Everyone would immediately see the trick.
Or imagine building a new chess engine and benchmarking it against people who only know the rules, while carefully avoiding Stockfish.
Drug discovery papers do versions of this all the time. They benchmark against weak or irrelevant baselines, then imply they are competing with project practice. They are competing with a straw man.
Part of the confusion comes from collapsing different tasks into one vague idea of “better drug discovery AI”.
A structure-first model may help with pose hypothesis generation, target enablement, interpreting binding mode, or guiding scaffold exploration early on.
A project SAR model may help with ranking close analogues, estimating local potency trends, learning assay-specific quirks, or prioritising what to make next.

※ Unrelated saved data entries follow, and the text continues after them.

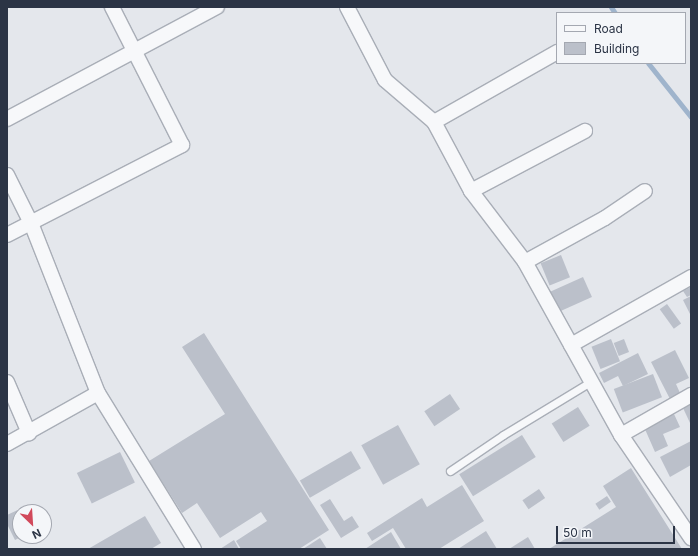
<!DOCTYPE html>
<html>
<head>
<meta charset="utf-8">
<style>
  body { margin:0 }
  #map { position:relative; width:698px; height:556px; overflow:hidden; background:#e4e7ec; font-family:Inter,sans-serif }
  div>[style] { position:absolute }
  .stream>* { height:5px; margin:-2.5px; padding:0 2.5px; transform-origin:2.5px; border-radius:2.5px; background:#9fb4cc }
  .building>* { inset:0; background:#bbc0ca; transform-origin:0 0 }
  .roads { filter:drop-shadow(1px 0 #a9aeb7) drop-shadow(-1px 0 #a9aeb7) drop-shadow(0 1px #a9aeb7) drop-shadow(0 -1px #a9aeb7) }
  .service>* { height:7px; margin:-3.5px; padding:0 3.5px; transform-origin:3.5px; border-radius:3.5px; background:#f7f8fa }
  .minor>* { height:14px; margin:-7px; padding:0 7px; transform-origin:7px; border-radius:7px; background:#f7f8fa }
  span { translate:-50% -50%; white-space:nowrap; text-align:center; line-height:1.15; -webkit-text-stroke:4px #f4f6f9; paint-order:stroke }
  .frame { position:absolute; inset:0; border:8px solid #2b3445; pointer-events:none }
  .legend { position:absolute; left:556px; top:12px; width:130px; height:52px; box-sizing:border-box; background:#f4f6f9; border:1px solid #a4a8b1; margin:0; padding:5px 7px; list-style:none; font-size:12px; color:#2b3445 }
  .legend li { display:flex; align-items:center; gap:8px; height:20px }
  .legend b { width:20px; border:1px solid #a4a8b1 }
  .north { position:absolute; left:12px; top:504px; width:40px; height:40px; box-sizing:border-box; background:#f4f6f9; border:1px solid #a4a8b1; border-radius:50%; rotate:155deg; font-size:11px; font-weight:700; line-height:16px; text-align:center; color:#2b3445 }
  .north::after { content:''; display:block; margin:auto; width:14px; height:18px; background:#d1495b; clip-path:polygon(50% 0,100% 100%,50% 72%,0 100%) }
  .scale { position:absolute; left:556px; top:526px; width:119px; height:18px; box-sizing:border-box; border:2px solid #2b3445; border-top:0; padding-left:5px; font-size:12px; line-height:14px; white-space:nowrap; color:#2b3445; -webkit-text-stroke:3px #f4f6f9; paint-order:stroke }
</style>
</head>
<body>
<div id="map">
  <div class="stream">
    <div style="left:611px;top:7px;width:7px;rotate:56deg"></div>
    <div style="left:648px;top:63px;width:69px;rotate:51.5deg"></div>
  </div>
  <div class="building">
    <div style="left:561px;top:255px;width:24px;height:22px;rotate:68deg"></div>
    <div style="left:583px;top:277px;width:22px;height:36px;rotate:66deg"></div>
    <div style="clip-path:polygon(691px 287px,691px 295px,687px 297px,683px 291px)"></div>
    <div style="clip-path:polygon(691px 296px,691px 316px,683px 300px)"></div>
    <div style="left:667px;top:304px;width:24px;height:9px;rotate:54deg"></div>
    <div style="clip-path:polygon(204px 333px,329px 530px,299px 549px,241px 549px,236px 541px,267px 521px,261px 512px,220px 538px,197px 503px,182px 513px,149px 461px,225px 414px,182px 347px)"></div>
    <div style="left:611px;top:339px;width:24px;height:21px;rotate:68deg"></div>
    <div style="left:624px;top:339px;width:14px;height:11px;rotate:69deg"></div>
    <div style="clip-path:polygon(675px 350px,689px 378px,676px 384px,680px 393px,670px 399px,651px 362px)"></div>
    <div style="clip-path:polygon(638px 353px,648px 374px,623px 386px,618px 376px,604px 383px,599px 373px)"></div>
    <div style="left:653px;top:374px;width:25px;height:42px;rotate:69deg"></div>
    <div style="left:450px;top:394px;width:18px;height:31px;rotate:56deg"></div>
    <div style="clip-path:polygon(691px 404px,691px 425px,683px 408px)"></div>
    <div style="left:578px;top:407px;width:22px;height:31px;rotate:58deg"></div>
    <div style="clip-path:polygon(674px 414px,680px 427px,663px 434px,668px 446px,655px 452px,644px 427px)"></div>
    <div style="left:398px;top:425px;width:45px;height:42px;rotate:61deg"></div>
    <div style="left:522px;top:435px;width:26px;height:74px;rotate:58deg"></div>
    <div style="clip-path:polygon(691px 441px,691px 465px,670px 477px,660px 457px)"></div>
    <div style="left:351px;top:451px;width:20px;height:59px;rotate:60deg"></div>
    <div style="left:120px;top:452px;width:34px;height:48px;rotate:64deg"></div>
    <div style="clip-path:polygon(631px 468px,682px 549px,549px 549px,616px 507px,603px 486px)"></div>
    <div style="clip-path:polygon(462px 485px,484px 521px,439px 549px,406px 549px,393px 528px,372px 541px,367px 533px,422px 498px,427px 507px)"></div>
    <div style="left:539px;top:489px;width:11px;height:20px;rotate:56deg"></div>
    <div style="left:607px;top:496px;width:7px;height:14px;rotate:56deg"></div>
    <div style="clip-path:polygon(330px 499px,344px 521px,352px 516px,359px 527px,341px 538px,320px 505px)"></div>
    <div style="clip-path:polygon(24px 507px,27px 512px,20px 512px,20px 536px,23px 536px,15px 540px,7px 524px,7px 515px)"></div>
    <div style="clip-path:polygon(145px 516px,161px 543px,151px 549px,88px 549px)"></div>
    <div style="clip-path:polygon(486px 531px,497px 549px,458px 549px)"></div>
    <div style="clip-path:polygon(391px 532px,401px 549px,365px 549px)"></div>
    <div style="clip-path:polygon(528px 537px,535px 549px,509px 549px)"></div>
    <div style="clip-path:polygon(320px 538px,327px 549px,303px 549px)"></div>
    <div style="clip-path:polygon(234px 540px,239px 549px,220px 549px)"></div>
  </div>
  <div class="roads">
    <div class="service">
      <div style="left:450px;top:471px;width:64px;rotate:-34.2deg"></div>
      <div style="left:503px;top:435px;width:102px;rotate:-31.3deg"></div>
    </div>
    <div class="minor">
      <div style="left:347px;top:7px;width:82px;rotate:62.5deg"></div>
      <div style="left:385px;top:80px;width:65px;rotate:40.6deg"></div>
      <div style="left:434px;top:122px;width:78px;rotate:61.8deg"></div>
      <div style="left:471px;top:191px;width:89px;rotate:52.7deg"></div>
      <div style="left:525px;top:262px;width:198px;rotate:61deg"></div>
      <div style="left:621px;top:435px;width:125px;rotate:55.8deg"></div>
      <div style="left:7px;top:119px;width:238px;rotate:-28.1deg"></div>
      <div style="left:434px;top:122px;width:142px;rotate:-29.6deg"></div>
      <div style="left:7px;top:175px;width:54px;rotate:63.4deg"></div>
      <div style="left:31px;top:223px;width:183px;rotate:68.5deg"></div>
      <div style="left:471px;top:191px;width:129px;rotate:-27.8deg"></div>
      <div style="left:7px;top:235px;width:197px;rotate:-27.2deg"></div>
      <div style="left:182px;top:145px;width:155px;rotate:-116.9deg"></div>
      <div style="left:525px;top:262px;width:91px;rotate:-28.8deg"></div>
      <div style="left:605px;top:218px;width:48px;rotate:-34deg"></div>
      <div style="left:571px;top:345px;width:138px;rotate:-29.5deg"></div>
      <div style="left:7px;top:382px;width:56px;rotate:66.7deg"></div>
      <div style="left:621px;top:435px;width:81px;rotate:-29.7deg"></div>
      <div style="left:7px;top:444px;width:104px;rotate:-29.3deg"></div>
      <div style="left:98px;top:393px;width:183px;rotate:58.4deg"></div>
    </div>
  </div>
  <div class="frame"></div>
  <ul class="legend">
  <li><b style="height:5px;background:#f7f8fa"></b>Road</li>
  <li><b style="height:11px;background:#bbc0ca"></b>Building</li>
  </ul>
  <div class="north">N</div>
  <div class="scale">50 m</div>
</div>
</body>
</html>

These are different operational roles. A structure model does not become a lead optimisation model just because it outputs an affinity-like number. A benchmark should not pretend otherwise.
If your model is for structural hypothesis generation, say that. If it is for prioritising compounds inside a live series, benchmark it against the models that already do that job. Do not quietly slide from one use case to another because it sounds more commercially relevant.
You see it when the task is defined too vaguely, the train/test split ignores temporal reality, the baseline omits local SAR models, the metric ignores project utility, the chemistry looks nothing like a real design cycle, and the paper never states where the model would actually be used by a team.
That is a sign the authors optimised for academic separability, not operational truth.
A useful benchmark in this field should feel slightly uncomfortable. It should force the model to compete against what practitioners actually trust.
Before benchmarking the model, write this sentence:
This model is intended to replace or augment X in the workflow.
Then be specific. Not “drug discovery”. Not “molecule design”. Be precise:
Now the benchmark can be designed properly. The baseline becomes obvious. The metrics become meaningful. The deployment claim can actually be tested.
If the model is for lead optimisation, benchmark it against project SAR. If it is for within-series potency ranking, benchmark it against ECFP4 plus XGBoost, nearest neighbour, random forest, and matched-pair baselines. If it is for structural reasoning, benchmark it on structural reasoning and stop implying that this automatically means it will improve compound selection.
The easiest way to puncture an over-claimed benchmark is to ask one line:
What exactly is your drug discovery model replacing?
If the answer is vague, the benchmark is vague. If the answer shifts halfway through the discussion, the benchmark is mis-specified. If the answer avoids project SAR, medicinal chemistry practice, or live decision-making, then the benchmark is probably not measuring project value at all.
It is measuring performance on a convenient abstraction. And in small molecule drug discovery, convenient abstractions are where models go to look impressive without becoming useful.